── DATA TO EXAMINE
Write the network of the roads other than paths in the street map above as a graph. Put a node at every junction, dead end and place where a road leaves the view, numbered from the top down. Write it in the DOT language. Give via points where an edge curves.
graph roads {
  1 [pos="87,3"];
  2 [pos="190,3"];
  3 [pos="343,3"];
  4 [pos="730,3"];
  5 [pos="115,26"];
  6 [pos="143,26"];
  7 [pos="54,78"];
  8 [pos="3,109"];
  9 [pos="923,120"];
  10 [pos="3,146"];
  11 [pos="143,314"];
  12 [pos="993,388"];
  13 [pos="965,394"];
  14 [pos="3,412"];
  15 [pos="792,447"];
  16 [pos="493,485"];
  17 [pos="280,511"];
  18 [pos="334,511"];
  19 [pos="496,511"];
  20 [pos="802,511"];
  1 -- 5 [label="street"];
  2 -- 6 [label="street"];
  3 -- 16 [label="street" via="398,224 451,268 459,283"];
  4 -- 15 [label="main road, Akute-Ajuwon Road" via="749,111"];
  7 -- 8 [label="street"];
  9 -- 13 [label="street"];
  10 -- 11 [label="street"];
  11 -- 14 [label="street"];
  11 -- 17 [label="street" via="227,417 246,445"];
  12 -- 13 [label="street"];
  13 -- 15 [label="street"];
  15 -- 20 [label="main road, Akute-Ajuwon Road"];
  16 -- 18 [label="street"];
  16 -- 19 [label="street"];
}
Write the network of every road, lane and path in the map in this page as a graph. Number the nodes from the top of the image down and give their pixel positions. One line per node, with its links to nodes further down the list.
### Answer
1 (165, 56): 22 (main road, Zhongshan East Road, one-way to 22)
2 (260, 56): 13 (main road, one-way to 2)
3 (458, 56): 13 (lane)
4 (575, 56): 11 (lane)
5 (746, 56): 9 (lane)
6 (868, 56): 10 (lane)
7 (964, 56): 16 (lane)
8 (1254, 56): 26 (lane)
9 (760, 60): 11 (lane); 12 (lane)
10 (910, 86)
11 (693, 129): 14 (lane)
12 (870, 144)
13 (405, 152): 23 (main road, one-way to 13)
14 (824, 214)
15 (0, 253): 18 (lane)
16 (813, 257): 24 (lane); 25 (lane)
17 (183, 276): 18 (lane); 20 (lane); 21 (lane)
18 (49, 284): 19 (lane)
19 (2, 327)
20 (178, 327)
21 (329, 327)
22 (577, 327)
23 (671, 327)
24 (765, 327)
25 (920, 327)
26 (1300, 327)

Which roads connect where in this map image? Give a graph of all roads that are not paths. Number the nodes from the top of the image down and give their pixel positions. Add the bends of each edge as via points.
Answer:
────
── DATA TO EXAMINE
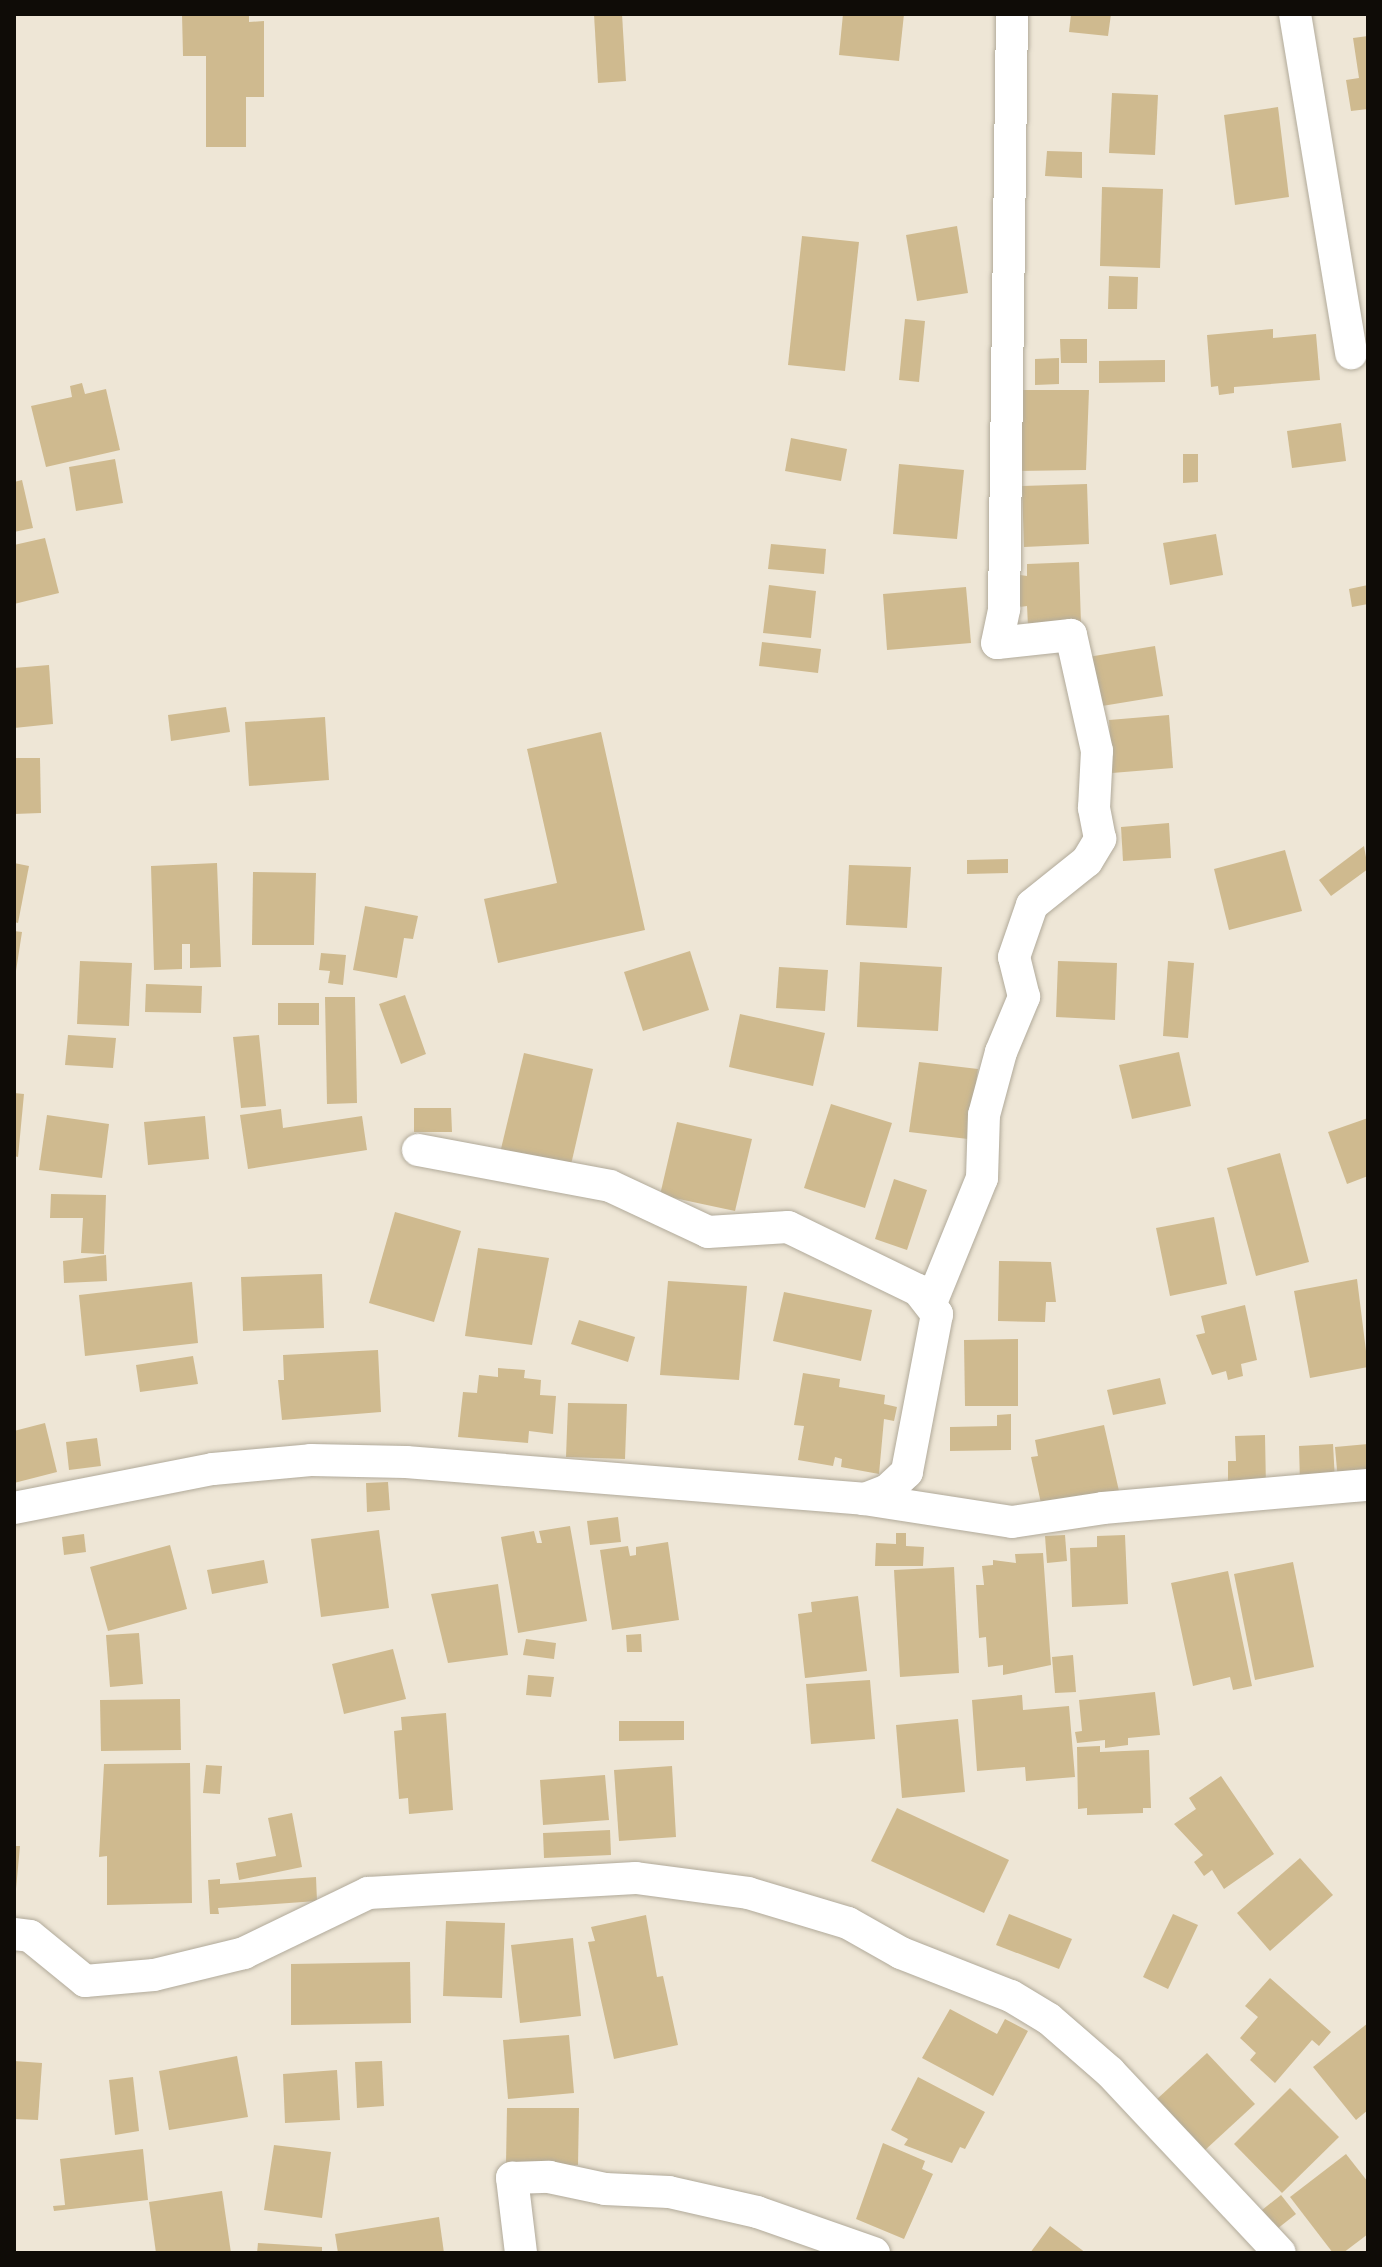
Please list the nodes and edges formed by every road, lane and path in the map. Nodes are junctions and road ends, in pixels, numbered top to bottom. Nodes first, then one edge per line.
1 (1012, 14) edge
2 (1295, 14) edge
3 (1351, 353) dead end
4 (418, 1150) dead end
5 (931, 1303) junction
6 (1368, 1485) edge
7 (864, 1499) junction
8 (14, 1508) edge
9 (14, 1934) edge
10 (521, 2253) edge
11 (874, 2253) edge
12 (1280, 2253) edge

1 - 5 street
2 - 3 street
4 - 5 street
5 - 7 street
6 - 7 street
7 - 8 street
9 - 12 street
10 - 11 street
────
## PROMPT
From the entries above, copy out every line where the string "their" appears.

## FINISHED TASK
Write the network of every road, lane and path in the map in this page as a graph. Number the nodes from the top of the image down and give their pixel positions. One line per node, with its links to nodes further down the list.
Which roads connect where in this map image? Give a graph of all roads that are not paths. Number the nodes from the top of the image down and give their pixel positions. Add the bends of each edge as via points.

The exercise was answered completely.